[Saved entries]
==============================

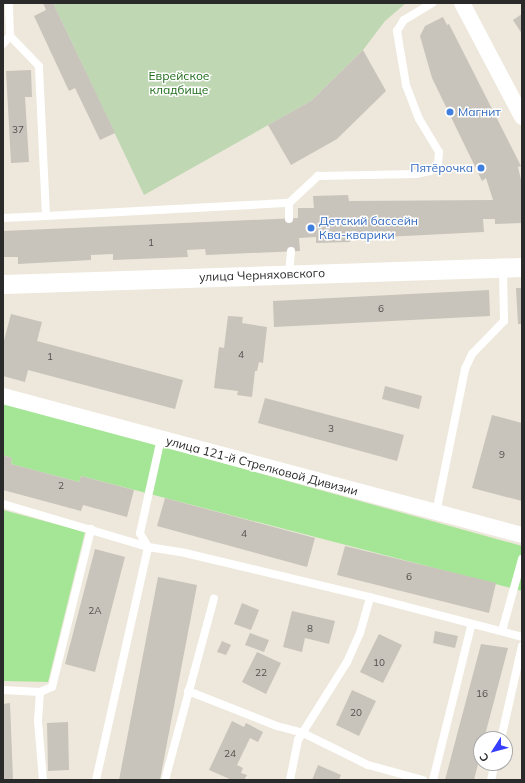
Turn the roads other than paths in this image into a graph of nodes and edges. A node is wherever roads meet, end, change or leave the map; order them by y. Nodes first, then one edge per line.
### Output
1 (9, 3) edge
2 (432, 3) edge
3 (462, 3) edge
4 (10, 36) junction
5 (3, 44) edge
6 (515, 90) edge
7 (522, 117) edge
8 (289, 203) junction
9 (46, 216) junction
10 (3, 218) edge
11 (288, 219) dead end
12 (291, 251) dead end
13 (503, 267) junction
14 (522, 267) edge
15 (289, 274) junction
16 (3, 284) edge
17 (3, 396) edge
18 (161, 438) junction
19 (3, 504) edge
20 (436, 513) junction
21 (91, 529) junction
22 (522, 535) edge
23 (148, 547) junction
24 (522, 559) edge
25 (370, 597) junction
26 (214, 599) dead end
27 (471, 626) junction
28 (502, 631) junction
29 (522, 637) edge
30 (522, 646) edge
31 (520, 664) edge
32 (3, 690) edge
33 (188, 691) junction
34 (40, 692) junction
35 (502, 731) edge
36 (303, 733) junction
37 (42, 780) edge
38 (96, 780) edge
39 (165, 780) edge
40 (290, 780) edge
41 (423, 780) edge
42 (433, 780) edge

1 - 4 lane
2 - 8 lane
3 - 6 street
4 - 5 lane
4 - 9 lane
6 - 7 street
8 - 9 lane
8 - 11 lane
9 - 10 lane
12 - 15 lane
13 - 14 street, улица Черняховского
13 - 15 street, улица Черняховского
13 - 20 lane
15 - 16 street, улица Черняховского
17 - 18 street, улица 121-й Стрелковой Дивизии
18 - 20 street, улица 121-й Стрелковой Дивизии
18 - 23 lane
19 - 21 lane
20 - 22 street, улица 121-й Стрелковой Дивизии
21 - 23 lane
21 - 34 lane
23 - 25 lane
23 - 38 lane
24 - 28 lane
25 - 27 lane
25 - 36 lane
26 - 33 lane
27 - 28 lane
27 - 42 lane
28 - 29 lane
30 - 31 lane
31 - 35 lane
32 - 34 lane
33 - 36 lane
33 - 39 lane
34 - 37 lane
36 - 40 lane
36 - 41 lane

==============================

# TASK REQUIREMENTS
Wherever a picture appears, omit it; copy the rest of the data exactly.

# OUTPUT OF THE TASK
Turn the roads other than paths in this image into a graph of nodes and edges. A node is wherever roads meet, end, change or leave the map; order them by y. Nodes first, then one edge per line.
### Output
1 (9, 3) edge
2 (432, 3) edge
3 (462, 3) edge
4 (10, 36) junction
5 (3, 44) edge
6 (515, 90) edge
7 (522, 117) edge
8 (289, 203) junction
9 (46, 216) junction
10 (3, 218) edge
11 (288, 219) dead end
12 (291, 251) dead end
13 (503, 267) junction
14 (522, 267) edge
15 (289, 274) junction
16 (3, 284) edge
17 (3, 396) edge
18 (161, 438) junction
19 (3, 504) edge
20 (436, 513) junction
21 (91, 529) junction
22 (522, 535) edge
23 (148, 547) junction
24 (522, 559) edge
25 (370, 597) junction
26 (214, 599) dead end
27 (471, 626) junction
28 (502, 631) junction
29 (522, 637) edge
30 (522, 646) edge
31 (520, 664) edge
32 (3, 690) edge
33 (188, 691) junction
34 (40, 692) junction
35 (502, 731) edge
36 (303, 733) junction
37 (42, 780) edge
38 (96, 780) edge
39 (165, 780) edge
40 (290, 780) edge
41 (423, 780) edge
42 (433, 780) edge

1 - 4 lane
2 - 8 lane
3 - 6 street
4 - 5 lane
4 - 9 lane
6 - 7 street
8 - 9 lane
8 - 11 lane
9 - 10 lane
12 - 15 lane
13 - 14 street, улица Черняховского
13 - 15 street, улица Черняховского
13 - 20 lane
15 - 16 street, улица Черняховского
17 - 18 street, улица 121-й Стрелковой Дивизии
18 - 20 street, улица 121-й Стрелковой Дивизии
18 - 23 lane
19 - 21 lane
20 - 22 street, улица 121-й Стрелковой Дивизии
21 - 23 lane
21 - 34 lane
23 - 25 lane
23 - 38 lane
24 - 28 lane
25 - 27 lane
25 - 36 lane
26 - 33 lane
27 - 28 lane
27 - 42 lane
28 - 29 lane
30 - 31 lane
31 - 35 lane
32 - 34 lane
33 - 36 lane
33 - 39 lane
34 - 37 lane
36 - 40 lane
36 - 41 lane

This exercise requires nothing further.